沒關係。沒人來打擾更好。有時候余香會慶幸自己現今的身份只是個小小奴婢。沒人伺候。所以也不存在有誰的眼線盯着她一說。自己想做什麼便可以做什麼。

今天晚上。她利用不需去儲宮伺候太子的時間做了兩件事情。

其一。是她躲在燭光下。寫了兩個時辰的詩詞。以備皇上壽宴時的歌舞。

其二。是她拖着緩慢的步伐。趁夜深人靜之時。將自己換下的污穢衣裙全部扔到了裝垃圾的圍欄之內。如果說當年給太子倒夜香得到了什麼收穫。那便是讓她知曉了這個腥臭難聞卻也無人願來的地方。

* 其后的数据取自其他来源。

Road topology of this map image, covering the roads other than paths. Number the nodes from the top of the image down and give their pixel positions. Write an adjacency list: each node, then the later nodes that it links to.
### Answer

她一刻也不會耽擱。一刻也不能停止。今日她委曲求全承受的這些。改日必將原封不動的施加在他人身上。

有恩記恩。有仇報仇。這是她馮余香一貫的性格。誰也不會成為她的例外。

你以為今日她跪着挨安貴妃打的時候。心中就真的大度如此。不怨不怒嗎。怎麼可能。。她也是一介凡人。可是她知道。如果今日冒然頂撞安貴妃所得到的結果是什麼。

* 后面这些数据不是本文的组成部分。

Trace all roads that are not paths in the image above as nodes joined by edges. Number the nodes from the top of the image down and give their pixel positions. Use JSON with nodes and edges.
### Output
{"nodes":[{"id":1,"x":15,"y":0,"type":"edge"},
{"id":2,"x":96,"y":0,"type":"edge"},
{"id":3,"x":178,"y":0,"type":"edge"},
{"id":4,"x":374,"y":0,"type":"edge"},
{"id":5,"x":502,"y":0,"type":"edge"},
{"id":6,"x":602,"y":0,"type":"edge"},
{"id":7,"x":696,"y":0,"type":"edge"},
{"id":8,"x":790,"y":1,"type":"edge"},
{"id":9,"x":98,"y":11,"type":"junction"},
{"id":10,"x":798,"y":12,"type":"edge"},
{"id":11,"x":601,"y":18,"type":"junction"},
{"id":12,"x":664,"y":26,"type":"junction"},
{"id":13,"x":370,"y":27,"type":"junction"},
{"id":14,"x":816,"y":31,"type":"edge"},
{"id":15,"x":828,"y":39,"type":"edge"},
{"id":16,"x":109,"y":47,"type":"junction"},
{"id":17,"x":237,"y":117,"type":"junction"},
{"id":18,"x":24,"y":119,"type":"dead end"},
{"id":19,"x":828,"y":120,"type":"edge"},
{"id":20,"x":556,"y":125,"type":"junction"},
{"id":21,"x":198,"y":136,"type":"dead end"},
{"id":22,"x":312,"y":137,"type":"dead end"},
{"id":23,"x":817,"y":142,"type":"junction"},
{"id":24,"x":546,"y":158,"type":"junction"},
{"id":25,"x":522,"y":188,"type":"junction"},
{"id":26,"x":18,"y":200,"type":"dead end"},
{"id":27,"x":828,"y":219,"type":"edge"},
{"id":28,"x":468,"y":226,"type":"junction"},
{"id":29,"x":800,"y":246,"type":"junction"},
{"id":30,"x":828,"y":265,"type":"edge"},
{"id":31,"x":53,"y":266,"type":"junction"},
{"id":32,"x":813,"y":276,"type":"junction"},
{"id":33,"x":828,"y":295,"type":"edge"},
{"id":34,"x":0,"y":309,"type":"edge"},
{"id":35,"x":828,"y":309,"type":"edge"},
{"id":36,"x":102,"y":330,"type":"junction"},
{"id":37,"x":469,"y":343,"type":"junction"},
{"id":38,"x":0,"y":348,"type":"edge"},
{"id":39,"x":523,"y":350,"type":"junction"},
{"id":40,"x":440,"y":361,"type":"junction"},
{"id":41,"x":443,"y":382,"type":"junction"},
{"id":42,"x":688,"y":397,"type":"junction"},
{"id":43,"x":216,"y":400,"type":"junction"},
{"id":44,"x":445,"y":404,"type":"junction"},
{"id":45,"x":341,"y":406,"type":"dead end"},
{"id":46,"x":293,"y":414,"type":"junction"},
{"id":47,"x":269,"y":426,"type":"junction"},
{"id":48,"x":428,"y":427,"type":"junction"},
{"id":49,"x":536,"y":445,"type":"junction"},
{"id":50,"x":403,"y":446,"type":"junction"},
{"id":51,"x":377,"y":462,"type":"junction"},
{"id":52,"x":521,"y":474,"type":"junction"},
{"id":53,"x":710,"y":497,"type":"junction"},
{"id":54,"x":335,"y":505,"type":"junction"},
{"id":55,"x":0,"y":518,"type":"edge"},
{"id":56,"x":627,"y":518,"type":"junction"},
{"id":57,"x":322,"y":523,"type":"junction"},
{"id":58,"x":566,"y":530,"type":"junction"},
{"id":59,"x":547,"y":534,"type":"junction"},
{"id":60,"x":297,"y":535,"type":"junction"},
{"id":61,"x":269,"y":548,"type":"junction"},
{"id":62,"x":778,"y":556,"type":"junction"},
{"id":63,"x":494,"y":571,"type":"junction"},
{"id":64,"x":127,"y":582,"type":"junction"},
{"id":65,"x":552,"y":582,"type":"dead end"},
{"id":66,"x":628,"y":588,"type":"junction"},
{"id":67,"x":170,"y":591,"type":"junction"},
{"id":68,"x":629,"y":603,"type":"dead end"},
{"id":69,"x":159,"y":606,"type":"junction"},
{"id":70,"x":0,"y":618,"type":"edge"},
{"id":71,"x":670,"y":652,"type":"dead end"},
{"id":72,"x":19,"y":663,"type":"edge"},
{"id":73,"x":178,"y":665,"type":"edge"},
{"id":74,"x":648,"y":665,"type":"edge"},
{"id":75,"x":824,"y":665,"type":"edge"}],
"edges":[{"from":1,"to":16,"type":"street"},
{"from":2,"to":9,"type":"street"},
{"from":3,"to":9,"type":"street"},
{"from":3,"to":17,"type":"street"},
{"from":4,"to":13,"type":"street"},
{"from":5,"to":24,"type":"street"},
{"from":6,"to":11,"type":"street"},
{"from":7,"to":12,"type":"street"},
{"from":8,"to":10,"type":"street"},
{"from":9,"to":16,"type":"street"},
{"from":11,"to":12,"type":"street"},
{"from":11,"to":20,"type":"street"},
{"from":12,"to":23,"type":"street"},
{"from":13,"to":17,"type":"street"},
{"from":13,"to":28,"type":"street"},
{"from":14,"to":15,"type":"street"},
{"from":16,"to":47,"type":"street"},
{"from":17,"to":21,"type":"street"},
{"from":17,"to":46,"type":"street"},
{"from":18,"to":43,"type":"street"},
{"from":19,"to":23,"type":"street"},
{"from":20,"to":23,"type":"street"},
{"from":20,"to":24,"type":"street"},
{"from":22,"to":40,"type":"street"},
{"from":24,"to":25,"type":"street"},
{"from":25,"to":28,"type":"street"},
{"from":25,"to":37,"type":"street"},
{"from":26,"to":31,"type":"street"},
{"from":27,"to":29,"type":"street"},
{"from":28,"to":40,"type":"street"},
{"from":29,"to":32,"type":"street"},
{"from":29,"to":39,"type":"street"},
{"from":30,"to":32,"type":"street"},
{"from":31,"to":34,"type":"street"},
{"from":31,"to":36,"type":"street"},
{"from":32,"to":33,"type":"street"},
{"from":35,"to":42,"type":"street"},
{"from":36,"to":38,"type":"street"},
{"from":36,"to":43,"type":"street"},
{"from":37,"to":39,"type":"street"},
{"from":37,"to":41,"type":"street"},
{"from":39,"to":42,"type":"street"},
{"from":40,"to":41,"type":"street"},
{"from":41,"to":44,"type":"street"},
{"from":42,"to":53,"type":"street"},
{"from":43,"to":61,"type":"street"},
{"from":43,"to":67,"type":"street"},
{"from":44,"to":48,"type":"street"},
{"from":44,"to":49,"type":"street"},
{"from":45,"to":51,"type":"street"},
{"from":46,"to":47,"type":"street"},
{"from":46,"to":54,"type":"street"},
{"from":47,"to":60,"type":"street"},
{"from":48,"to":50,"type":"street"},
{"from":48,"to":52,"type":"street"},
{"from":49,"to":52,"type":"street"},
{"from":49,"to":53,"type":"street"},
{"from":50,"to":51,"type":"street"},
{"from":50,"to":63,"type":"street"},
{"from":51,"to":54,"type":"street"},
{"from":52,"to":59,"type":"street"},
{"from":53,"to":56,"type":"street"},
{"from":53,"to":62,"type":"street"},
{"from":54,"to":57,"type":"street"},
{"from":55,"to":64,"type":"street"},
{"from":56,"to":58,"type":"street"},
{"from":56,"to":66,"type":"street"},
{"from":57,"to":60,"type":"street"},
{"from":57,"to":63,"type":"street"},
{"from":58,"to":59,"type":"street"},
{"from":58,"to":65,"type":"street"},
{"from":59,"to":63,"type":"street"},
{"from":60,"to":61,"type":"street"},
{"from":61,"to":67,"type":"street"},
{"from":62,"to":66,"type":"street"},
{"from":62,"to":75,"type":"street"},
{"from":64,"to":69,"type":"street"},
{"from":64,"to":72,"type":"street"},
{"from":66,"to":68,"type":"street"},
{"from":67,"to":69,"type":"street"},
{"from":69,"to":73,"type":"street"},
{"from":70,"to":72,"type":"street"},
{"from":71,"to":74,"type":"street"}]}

太子如果承認自己即將成為太子妃的身份。必然會引得後宮大亂。皇帝詔書一日未下。大典一日未曾。自己就沒有加入皇室宗蝶。這事兒一旦傳出去。傳到朝堂之上。文武百官必然上書反對。挑自己的身世。挑自己的才能。一旦如此。皇上怎麼可能違背百官之意。再下旨意准自己成為太子妃。